Will man sich dem Rätsel annähern, fällt zunächst auf, dass die Figur direkt unter dem Bildnis von Erzbischof Konrad von Hochstaden (um 1205-1261) angebracht wurde. Die Statue des Erzbischofs stammt erst aus jüngerer Zeit. Nach der weitgehenden Zerstörung des Kölner Rathausturms im Zweiten Weltkrieg hatte die Stadt beschlossen, ihn nach dem Wiederaufbau mit Größen der Stadtgeschichte zu schmücken. Im Mittelalter standen an diesen Stellen wohl Heilige.
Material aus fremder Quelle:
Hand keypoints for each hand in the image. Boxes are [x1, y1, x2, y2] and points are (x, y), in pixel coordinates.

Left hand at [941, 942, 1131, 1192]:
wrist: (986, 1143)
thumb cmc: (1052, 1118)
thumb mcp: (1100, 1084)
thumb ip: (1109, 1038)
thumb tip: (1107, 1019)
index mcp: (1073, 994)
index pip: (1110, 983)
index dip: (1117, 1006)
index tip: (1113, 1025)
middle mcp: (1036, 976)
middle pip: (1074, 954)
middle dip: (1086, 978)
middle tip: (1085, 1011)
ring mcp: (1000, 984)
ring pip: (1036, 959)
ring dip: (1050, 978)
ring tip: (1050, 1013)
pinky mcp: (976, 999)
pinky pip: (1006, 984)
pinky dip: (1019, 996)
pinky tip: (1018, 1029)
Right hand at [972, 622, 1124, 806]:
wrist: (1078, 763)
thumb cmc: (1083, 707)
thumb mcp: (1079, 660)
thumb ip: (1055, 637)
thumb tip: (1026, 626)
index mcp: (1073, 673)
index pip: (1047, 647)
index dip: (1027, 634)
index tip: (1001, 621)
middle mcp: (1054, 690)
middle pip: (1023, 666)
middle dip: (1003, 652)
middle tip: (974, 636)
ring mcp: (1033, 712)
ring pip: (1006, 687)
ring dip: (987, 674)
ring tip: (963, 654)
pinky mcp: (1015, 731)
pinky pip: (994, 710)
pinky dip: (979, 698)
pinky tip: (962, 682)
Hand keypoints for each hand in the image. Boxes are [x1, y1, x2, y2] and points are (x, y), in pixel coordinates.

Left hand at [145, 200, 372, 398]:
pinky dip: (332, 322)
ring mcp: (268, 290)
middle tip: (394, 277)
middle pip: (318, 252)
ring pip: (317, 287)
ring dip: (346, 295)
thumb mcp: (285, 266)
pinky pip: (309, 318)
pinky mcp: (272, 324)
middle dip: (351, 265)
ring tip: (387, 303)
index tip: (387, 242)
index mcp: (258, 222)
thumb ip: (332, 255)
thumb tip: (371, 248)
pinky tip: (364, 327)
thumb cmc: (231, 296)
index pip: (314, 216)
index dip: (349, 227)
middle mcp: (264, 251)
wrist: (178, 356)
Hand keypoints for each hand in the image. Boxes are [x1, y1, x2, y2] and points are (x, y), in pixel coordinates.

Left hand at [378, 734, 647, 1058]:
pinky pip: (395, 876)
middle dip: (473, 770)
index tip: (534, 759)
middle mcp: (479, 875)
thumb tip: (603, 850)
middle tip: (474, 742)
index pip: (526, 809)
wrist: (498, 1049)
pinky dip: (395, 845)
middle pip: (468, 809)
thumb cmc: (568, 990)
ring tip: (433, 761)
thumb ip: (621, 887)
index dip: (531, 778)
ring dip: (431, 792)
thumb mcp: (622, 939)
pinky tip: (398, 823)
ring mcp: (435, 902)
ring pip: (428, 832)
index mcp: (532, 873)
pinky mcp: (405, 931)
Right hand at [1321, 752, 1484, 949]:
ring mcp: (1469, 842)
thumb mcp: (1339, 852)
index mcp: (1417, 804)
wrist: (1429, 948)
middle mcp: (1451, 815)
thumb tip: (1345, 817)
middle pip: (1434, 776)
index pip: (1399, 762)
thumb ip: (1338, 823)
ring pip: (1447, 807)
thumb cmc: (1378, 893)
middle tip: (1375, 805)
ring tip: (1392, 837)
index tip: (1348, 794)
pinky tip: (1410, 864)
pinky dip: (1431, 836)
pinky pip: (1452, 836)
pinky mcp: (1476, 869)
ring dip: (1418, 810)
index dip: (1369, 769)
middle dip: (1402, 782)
Die fragliche Figur unterhalb des Erzbischofs ist zwar auch erst einige Jahrzehnte alt - aber die Kopie eines viel älteren Originals von etwa 1410, das im Inneren des Turms aufbewahrt wird. Sie ist also keine Fantasie aus moderner Zeit, sondern wurde tatsächlich im Mittelalter so geschaffen. "Das ist ein ganz beliebtes Motiv gewesen", sagt der ehemalige Stadtkonservator Ulrich Krings. "Dabei ging es darum, der Obrigkeit quasi den Arsch hinzuhalten. Mit derber, zur Schau gestellter Sexualität sollte gezeigt werden, dass einem die Moral- oder auch Ordnungsvorstellungen der Obrigkeit wurscht waren."

Derart spöttische Kommentare wurden von der Staatsmacht - in diesem Fall vom Kölner Stadtrat - durchaus toleriert, ähnlich wie etwa auch im Karneval. Allerdings immer nur an der Unterseite oder in dunklen Ecken - im Vordergrund standen stets positiv besetzte Gestalten wie Heilige. Die provokanten Figuren hingegen spielten meist auf die sieben Todsünden an, in diesem Fall auf die Wollust, wie Walter Geis vom Kölner Denkmalschutz erklärt. "Es ist eine lustige Provokation", fasst die ehemalige Dombaumeisterin Barbara Schock-Werner zusammen. Überinterpretieren sollte man sie daher nicht.

Ein verstohlener Blick auf die obszöne Darstellung gehört sogar zu vielen Stadtführungen. Allerdings nicht zu allen. "Wenn ich eine Schülerführung mache, gehe ich nicht unbedingt zu dieser Figur", erklärt Stadtführerin Anja Broich.